214. Where it’s a non-overhead run-back-to-the-baseline-after-an-offensive-lob-then-runall - the - way - back - up - and - tap - the - netcord - with - your - stick - just - as - Nwangi - or - Thode-hits - another - offensive - lob - over - your - head - you - have - to - run - back - and - get - successfully -back-or-they-pile-extra-lobs-onto-your-regular-allotment pure pain-fest. (back to text)

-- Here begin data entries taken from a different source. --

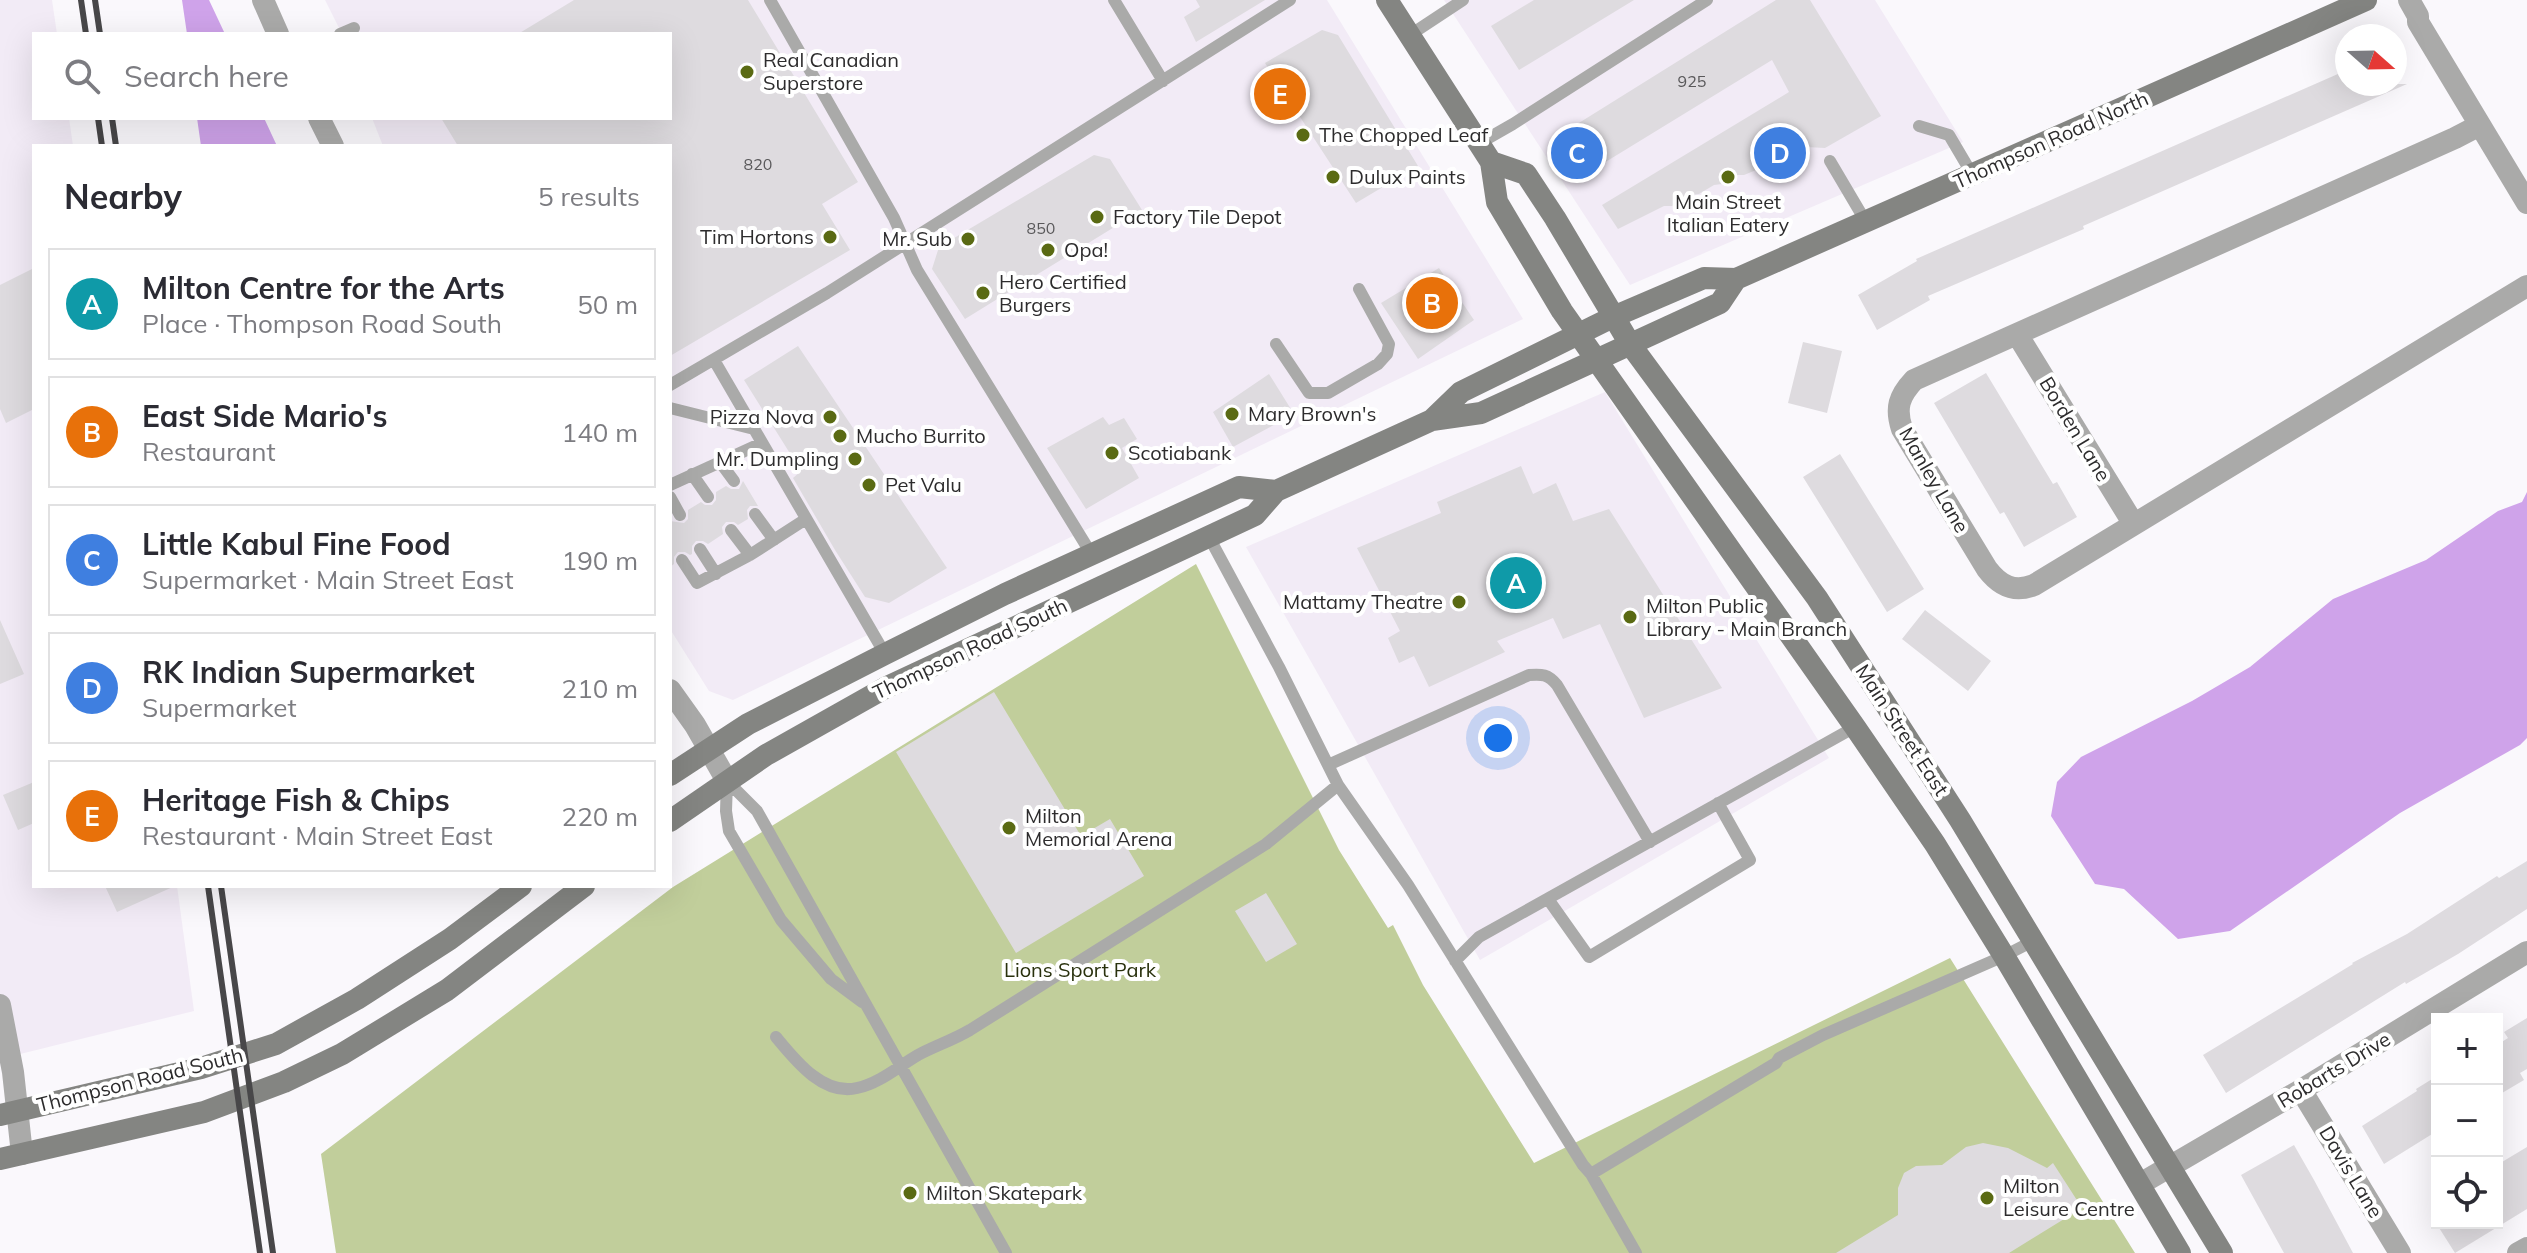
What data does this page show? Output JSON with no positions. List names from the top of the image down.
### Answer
{
  "streets": {
    "main road": ["Thompson Road North", "Thompson Road South", "Main Street East"],
    "street": [
      "Borden Lane",
      "Manley Lane",
      "Robarts Drive",
      "Davis Lane"
    ]
  },
  "crossings": [
    ["Thompson Road North", "Thompson Road South"],
    ["Thompson Road North", "Main Street East"],
    ["Borden Lane", "Manley Lane"],
    ["Thompson Road South", "Main Street East"],
    ["Main Street East", "Robarts Drive"],
    ["Robarts Drive", "Davis Lane"]
  ],
  "parks": ["Lions Sport Park"],
  "places": [
    "Real Canadian Superstore",
    "The Chopped Leaf",
    "Dulux Paints",
    "Main Street Italian Eatery",
    "Factory Tile Depot",
    "Tim Hortons",
    "Mr. Sub",
    "Opa!",
    "Hero Certified Burgers",
    "Mary Brown's",
    "Pizza Nova",
    "Mucho Burrito",
    "Scotiabank",
    "Mr. Dumpling",
    "Pet Valu",
    "Mattamy Theatre",
    "Milton Public Library - Main Branch",
    "Milton Memorial Arena",
    "Milton Skatepark",
    "Milton Leisure Centre"
  ],
  "house_numbers": ["925", "820", "850"],
  "north": "right",
  "page": {
    "search": "Search here",
    "pins": [
      "E",
      "C",
      "D",
      "B",
      "A"
    ],
    "heading": ["Nearby", "5 results"],
    "list": [
      {
        "mark": "A",
        "name": "Milton Centre for the Arts",
        "note": "Place · Thompson Road South",
        "value": "50 m"
      },
      {
        "mark": "B",
        "name": "East Side Mario's",
        "note": "Restaurant",
        "value": "140 m"
      },
      {
        "mark": "C",
        "name": "Little Kabul Fine Food",
        "note": "Supermarket · Main Street East",
        "value": "190 m"
      },
      {
        "mark": "D",
        "name": "RK Indian Supermarket",
        "note": "Supermarket",
        "value": "210 m"
      },
      {
        "mark": "E",
        "name": "Heritage Fish & Chips",
        "note": "Restaurant · Main Street East",
        "value": "220 m"
      }
    ],
    "map_buttons": ["+", "−"]
  }
}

215. A Clipperton-level legend involves the now long-gone little E.T.A. who in Y.W.-Q.M.D. had called MA’s Department of Social Services and characterized disciplinary Pukers as child abuse, resulting in the appearance at the portcullis of two stitchy-mouthed and humorless D.S.S.-ladies who hung creepily around all day and required Schtitt’s actually confining Aubrey deLint to his room, so purply furious was deLint with the kid who’d dropped the dime. (back to text)
216. No clue. (back to text)
217. Hal had missed out on the soft grass, clay, and Har-Tru surfaces of the Jr. Slams, because a singular disadvantage of attending a North American academy is that O.N.A.N.T.A. rules for Jr. Slams permit just one entrant per academy in each age-division, and John Wayne got the nods. (back to text)
218. The late J. O. Incandenza’s Meniscus Optical Products Ltd.’s development of those weird wide-angle rear-view mirrors on the sides of automobiles that so diminish the cars behind you that federal statute requires them to have printed right on the glass that Objects In Mirror Are Closer Than They Appear, which little imprints Incandenza found so disconcerting that he was kind of shocked when U.S. automakers and importers bought rights on the mirrors, way back, for Incandenza’s first unsettling entrepreneurial payday — E.T.A.s like to postulate that the mirrors had been inspired by the always-foreshortened Charles Tavis. (back to text)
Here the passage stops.